**How to complete this task**
List every line below containing "name".

[Records shown]

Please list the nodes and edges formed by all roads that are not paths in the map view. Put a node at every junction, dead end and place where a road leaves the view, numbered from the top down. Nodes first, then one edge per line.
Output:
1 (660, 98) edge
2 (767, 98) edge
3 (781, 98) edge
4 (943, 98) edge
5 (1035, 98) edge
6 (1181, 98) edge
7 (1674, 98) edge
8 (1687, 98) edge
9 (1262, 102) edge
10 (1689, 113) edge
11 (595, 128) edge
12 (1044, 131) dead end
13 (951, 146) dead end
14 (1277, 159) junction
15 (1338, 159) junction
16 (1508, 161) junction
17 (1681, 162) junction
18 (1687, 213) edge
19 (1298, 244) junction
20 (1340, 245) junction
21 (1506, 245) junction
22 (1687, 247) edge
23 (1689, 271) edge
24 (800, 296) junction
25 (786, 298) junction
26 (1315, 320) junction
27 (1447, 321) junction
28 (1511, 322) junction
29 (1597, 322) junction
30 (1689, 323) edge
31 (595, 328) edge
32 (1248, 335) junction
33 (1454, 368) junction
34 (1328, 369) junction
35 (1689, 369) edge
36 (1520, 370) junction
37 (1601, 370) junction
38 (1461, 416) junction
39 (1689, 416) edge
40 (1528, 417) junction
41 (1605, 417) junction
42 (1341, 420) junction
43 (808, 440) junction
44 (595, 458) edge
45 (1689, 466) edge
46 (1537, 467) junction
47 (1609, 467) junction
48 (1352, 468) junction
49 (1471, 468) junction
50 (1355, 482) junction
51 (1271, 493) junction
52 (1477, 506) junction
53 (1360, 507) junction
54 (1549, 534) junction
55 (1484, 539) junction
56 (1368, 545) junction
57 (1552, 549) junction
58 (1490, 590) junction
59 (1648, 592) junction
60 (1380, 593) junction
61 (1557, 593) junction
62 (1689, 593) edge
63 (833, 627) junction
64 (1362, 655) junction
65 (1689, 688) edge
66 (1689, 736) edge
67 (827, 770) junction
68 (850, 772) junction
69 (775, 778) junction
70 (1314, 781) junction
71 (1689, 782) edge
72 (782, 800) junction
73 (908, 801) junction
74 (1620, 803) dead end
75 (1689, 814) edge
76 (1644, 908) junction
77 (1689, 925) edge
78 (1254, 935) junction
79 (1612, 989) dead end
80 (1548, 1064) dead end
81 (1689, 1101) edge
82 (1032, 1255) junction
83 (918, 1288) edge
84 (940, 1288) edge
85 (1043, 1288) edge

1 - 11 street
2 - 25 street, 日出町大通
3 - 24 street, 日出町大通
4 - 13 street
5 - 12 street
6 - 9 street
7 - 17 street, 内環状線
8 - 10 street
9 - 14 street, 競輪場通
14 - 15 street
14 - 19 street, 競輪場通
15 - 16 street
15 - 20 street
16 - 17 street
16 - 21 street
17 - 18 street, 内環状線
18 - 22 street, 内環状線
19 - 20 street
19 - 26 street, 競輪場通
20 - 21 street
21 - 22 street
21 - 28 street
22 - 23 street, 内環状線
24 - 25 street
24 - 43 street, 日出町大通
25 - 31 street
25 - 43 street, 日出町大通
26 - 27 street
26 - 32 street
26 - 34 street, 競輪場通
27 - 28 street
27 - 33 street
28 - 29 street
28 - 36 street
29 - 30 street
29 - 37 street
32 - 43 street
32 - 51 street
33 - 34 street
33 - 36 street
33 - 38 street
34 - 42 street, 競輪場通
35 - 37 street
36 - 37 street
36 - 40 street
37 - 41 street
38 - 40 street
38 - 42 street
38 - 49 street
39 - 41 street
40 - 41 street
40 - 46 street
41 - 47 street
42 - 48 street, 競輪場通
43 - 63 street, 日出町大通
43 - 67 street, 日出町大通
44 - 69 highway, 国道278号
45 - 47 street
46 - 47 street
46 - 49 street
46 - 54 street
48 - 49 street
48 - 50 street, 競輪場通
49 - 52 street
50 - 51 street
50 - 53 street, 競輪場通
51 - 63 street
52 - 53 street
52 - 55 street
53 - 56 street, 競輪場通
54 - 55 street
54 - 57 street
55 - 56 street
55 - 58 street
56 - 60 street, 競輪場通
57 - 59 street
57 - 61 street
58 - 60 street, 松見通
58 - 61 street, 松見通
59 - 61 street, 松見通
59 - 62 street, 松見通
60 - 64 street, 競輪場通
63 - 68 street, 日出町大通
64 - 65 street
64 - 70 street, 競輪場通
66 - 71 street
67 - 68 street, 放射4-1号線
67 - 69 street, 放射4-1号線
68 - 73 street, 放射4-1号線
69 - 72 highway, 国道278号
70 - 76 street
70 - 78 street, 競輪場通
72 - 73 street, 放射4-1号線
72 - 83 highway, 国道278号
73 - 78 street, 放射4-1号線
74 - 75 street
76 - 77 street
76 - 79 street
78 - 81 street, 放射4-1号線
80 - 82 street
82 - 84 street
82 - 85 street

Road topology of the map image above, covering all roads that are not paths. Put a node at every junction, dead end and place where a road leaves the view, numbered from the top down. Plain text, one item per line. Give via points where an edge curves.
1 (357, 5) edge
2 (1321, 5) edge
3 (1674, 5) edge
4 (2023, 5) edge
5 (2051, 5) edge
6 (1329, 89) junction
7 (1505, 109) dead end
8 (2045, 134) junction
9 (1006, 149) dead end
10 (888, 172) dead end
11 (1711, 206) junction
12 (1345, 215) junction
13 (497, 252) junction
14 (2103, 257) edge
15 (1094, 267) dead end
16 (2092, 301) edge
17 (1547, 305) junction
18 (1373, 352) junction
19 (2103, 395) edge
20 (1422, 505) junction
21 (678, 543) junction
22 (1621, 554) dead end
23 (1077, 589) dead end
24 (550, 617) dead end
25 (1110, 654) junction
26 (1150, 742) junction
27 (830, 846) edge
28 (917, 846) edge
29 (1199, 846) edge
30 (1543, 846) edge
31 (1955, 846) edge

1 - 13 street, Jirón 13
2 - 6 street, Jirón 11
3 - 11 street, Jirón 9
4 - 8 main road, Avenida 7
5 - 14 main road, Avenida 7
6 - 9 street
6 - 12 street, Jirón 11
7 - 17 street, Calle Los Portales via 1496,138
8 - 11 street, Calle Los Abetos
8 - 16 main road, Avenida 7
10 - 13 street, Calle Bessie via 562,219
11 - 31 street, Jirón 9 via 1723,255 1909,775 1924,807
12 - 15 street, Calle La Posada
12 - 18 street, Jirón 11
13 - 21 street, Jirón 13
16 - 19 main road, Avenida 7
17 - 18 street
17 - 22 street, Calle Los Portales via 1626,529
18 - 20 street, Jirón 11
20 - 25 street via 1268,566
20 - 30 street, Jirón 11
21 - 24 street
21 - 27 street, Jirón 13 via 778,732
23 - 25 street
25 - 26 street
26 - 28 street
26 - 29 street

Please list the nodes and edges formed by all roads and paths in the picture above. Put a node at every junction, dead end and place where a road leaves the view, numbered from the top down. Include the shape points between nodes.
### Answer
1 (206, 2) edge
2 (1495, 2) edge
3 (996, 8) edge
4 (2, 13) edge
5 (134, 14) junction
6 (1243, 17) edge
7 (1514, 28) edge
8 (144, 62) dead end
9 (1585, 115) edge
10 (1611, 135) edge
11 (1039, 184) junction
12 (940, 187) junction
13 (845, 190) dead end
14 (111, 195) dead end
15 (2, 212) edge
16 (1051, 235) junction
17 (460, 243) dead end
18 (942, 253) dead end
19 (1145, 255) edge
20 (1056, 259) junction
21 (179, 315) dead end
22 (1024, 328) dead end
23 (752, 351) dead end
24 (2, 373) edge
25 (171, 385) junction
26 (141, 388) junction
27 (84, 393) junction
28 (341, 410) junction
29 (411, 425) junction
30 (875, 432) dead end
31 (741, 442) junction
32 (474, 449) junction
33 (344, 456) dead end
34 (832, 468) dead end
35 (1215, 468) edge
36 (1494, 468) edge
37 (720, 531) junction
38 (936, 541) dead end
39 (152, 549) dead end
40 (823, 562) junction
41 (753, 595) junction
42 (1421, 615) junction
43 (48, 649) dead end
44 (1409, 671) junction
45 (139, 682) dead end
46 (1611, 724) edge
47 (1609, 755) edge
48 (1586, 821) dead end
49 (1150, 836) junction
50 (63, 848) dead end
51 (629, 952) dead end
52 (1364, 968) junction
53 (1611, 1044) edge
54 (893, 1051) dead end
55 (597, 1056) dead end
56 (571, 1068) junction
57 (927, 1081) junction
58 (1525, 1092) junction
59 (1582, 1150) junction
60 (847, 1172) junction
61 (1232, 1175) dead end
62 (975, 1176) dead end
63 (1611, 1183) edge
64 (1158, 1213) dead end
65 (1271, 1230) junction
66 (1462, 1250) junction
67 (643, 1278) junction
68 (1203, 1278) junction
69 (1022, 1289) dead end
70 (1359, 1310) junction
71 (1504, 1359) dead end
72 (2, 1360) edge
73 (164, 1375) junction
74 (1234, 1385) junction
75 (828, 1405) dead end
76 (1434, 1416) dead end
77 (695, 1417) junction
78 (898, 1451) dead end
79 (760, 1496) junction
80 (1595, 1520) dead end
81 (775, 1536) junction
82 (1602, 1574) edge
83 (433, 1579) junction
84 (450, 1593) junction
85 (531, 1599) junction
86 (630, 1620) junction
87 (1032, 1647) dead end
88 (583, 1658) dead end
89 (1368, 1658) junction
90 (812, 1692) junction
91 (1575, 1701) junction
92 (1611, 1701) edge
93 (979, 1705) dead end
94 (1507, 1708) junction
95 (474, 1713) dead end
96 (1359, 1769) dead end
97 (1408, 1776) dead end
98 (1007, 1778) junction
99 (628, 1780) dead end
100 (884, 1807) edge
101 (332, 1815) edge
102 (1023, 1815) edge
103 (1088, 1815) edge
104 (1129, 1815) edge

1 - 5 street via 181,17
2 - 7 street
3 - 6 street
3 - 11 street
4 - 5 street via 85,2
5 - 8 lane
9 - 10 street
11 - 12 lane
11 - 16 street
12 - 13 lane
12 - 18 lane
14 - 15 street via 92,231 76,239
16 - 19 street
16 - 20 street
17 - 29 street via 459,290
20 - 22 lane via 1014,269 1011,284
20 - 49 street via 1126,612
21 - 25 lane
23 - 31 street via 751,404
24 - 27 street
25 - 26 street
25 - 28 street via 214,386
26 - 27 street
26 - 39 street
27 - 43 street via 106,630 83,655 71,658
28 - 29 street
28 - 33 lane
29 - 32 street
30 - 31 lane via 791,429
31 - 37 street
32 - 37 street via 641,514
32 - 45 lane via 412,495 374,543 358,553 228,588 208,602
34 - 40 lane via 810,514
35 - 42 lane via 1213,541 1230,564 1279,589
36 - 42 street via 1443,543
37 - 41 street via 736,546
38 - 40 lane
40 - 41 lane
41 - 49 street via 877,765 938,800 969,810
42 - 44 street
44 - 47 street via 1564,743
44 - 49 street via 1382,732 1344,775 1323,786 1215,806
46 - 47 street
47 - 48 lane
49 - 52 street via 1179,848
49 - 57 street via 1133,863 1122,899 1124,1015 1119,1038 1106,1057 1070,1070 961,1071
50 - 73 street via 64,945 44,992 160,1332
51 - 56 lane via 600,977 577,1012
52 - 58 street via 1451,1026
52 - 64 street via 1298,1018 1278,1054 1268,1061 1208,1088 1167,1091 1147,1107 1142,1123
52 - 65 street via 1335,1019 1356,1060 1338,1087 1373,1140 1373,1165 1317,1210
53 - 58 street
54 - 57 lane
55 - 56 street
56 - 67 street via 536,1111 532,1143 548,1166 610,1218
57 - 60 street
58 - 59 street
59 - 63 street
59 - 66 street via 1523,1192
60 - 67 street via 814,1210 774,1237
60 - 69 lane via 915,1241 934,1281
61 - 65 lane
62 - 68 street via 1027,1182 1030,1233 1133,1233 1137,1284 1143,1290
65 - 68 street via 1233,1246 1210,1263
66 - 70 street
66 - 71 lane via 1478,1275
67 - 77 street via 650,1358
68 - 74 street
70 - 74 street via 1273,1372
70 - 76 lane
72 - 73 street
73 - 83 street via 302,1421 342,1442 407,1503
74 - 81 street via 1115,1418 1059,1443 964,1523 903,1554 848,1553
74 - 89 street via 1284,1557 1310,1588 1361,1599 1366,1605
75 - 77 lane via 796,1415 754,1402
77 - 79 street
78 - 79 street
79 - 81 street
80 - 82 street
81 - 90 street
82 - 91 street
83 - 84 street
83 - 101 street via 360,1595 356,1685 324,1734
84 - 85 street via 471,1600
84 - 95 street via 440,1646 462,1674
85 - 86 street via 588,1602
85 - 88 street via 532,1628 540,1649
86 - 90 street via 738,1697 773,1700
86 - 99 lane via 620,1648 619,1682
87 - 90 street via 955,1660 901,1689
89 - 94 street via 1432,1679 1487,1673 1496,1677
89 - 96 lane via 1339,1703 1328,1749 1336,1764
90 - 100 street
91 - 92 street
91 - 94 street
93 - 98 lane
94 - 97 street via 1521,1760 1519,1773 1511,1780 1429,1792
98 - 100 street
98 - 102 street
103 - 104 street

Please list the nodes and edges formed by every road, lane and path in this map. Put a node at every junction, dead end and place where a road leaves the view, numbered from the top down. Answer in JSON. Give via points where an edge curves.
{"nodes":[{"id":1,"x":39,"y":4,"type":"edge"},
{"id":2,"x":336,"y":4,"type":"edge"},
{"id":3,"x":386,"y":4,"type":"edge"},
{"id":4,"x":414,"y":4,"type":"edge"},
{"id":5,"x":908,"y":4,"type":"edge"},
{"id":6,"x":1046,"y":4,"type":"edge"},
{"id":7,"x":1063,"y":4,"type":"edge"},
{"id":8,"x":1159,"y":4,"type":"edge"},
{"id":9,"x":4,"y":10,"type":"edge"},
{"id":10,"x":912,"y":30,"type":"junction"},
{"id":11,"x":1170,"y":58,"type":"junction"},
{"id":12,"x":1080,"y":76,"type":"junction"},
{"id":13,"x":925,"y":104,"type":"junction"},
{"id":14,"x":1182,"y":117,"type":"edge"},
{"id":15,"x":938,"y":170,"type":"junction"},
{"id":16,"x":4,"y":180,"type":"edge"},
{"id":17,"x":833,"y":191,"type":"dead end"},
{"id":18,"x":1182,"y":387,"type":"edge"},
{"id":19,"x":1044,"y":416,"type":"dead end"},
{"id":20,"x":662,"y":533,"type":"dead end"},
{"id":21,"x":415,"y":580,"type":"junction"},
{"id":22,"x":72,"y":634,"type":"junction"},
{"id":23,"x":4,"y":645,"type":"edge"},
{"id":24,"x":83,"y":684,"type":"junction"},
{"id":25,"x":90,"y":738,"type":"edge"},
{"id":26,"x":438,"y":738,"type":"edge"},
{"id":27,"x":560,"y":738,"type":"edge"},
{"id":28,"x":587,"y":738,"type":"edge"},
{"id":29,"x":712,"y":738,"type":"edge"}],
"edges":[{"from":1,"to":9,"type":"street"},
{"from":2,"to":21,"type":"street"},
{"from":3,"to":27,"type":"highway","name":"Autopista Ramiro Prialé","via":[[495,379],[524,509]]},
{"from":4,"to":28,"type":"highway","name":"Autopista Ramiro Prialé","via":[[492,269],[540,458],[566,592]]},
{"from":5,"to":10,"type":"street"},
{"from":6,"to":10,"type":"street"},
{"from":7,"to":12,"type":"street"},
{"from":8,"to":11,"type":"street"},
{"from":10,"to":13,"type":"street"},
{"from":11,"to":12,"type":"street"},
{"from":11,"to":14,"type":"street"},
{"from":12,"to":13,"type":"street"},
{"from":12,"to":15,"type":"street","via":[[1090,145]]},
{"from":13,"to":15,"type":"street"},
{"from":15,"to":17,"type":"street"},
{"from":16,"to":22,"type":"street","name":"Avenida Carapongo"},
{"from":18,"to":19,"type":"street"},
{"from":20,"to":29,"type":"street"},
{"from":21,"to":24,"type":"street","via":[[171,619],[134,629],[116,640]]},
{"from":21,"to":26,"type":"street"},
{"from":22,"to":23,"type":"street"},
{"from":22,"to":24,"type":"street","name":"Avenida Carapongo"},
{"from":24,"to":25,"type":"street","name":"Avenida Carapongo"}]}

[/Records shown]

**Finished exercise**
{"from":3,"to":27,"type":"highway","name":"Autopista Ramiro Prialé","via":[[495,379],[524,509]]},
{"from":4,"to":28,"type":"highway","name":"Autopista Ramiro Prialé","via":[[492,269],[540,458],[566,592]]},
{"from":16,"to":22,"type":"street","name":"Avenida Carapongo"},
{"from":22,"to":24,"type":"street","name":"Avenida Carapongo"},
{"from":24,"to":25,"type":"street","name":"Avenida Carapongo"}]}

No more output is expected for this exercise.